RECORDS FOR PROCESSING:
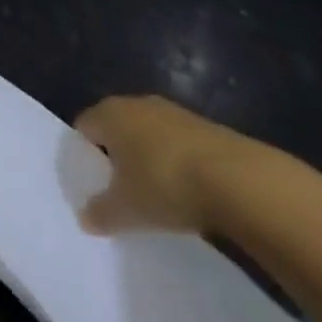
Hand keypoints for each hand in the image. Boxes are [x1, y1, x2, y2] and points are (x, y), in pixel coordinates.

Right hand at [73, 95, 255, 235]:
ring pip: (148, 134)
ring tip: (154, 193)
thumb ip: (101, 213)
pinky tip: (186, 190)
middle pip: (116, 127)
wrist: (238, 179)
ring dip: (147, 158)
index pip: (84, 127)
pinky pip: (176, 143)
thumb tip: (84, 218)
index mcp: (109, 113)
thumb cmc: (165, 185)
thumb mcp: (127, 209)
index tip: (92, 183)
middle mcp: (136, 103)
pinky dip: (175, 162)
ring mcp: (172, 112)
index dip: (83, 154)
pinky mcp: (204, 126)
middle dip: (116, 155)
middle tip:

ACTIVITY: Each line that includes the string "index" should be copied from the data.

EXERCISE OUTPUT:
index pip: (84, 127)
index mcp: (109, 113)
index tip: (92, 183)
index dip: (83, 154)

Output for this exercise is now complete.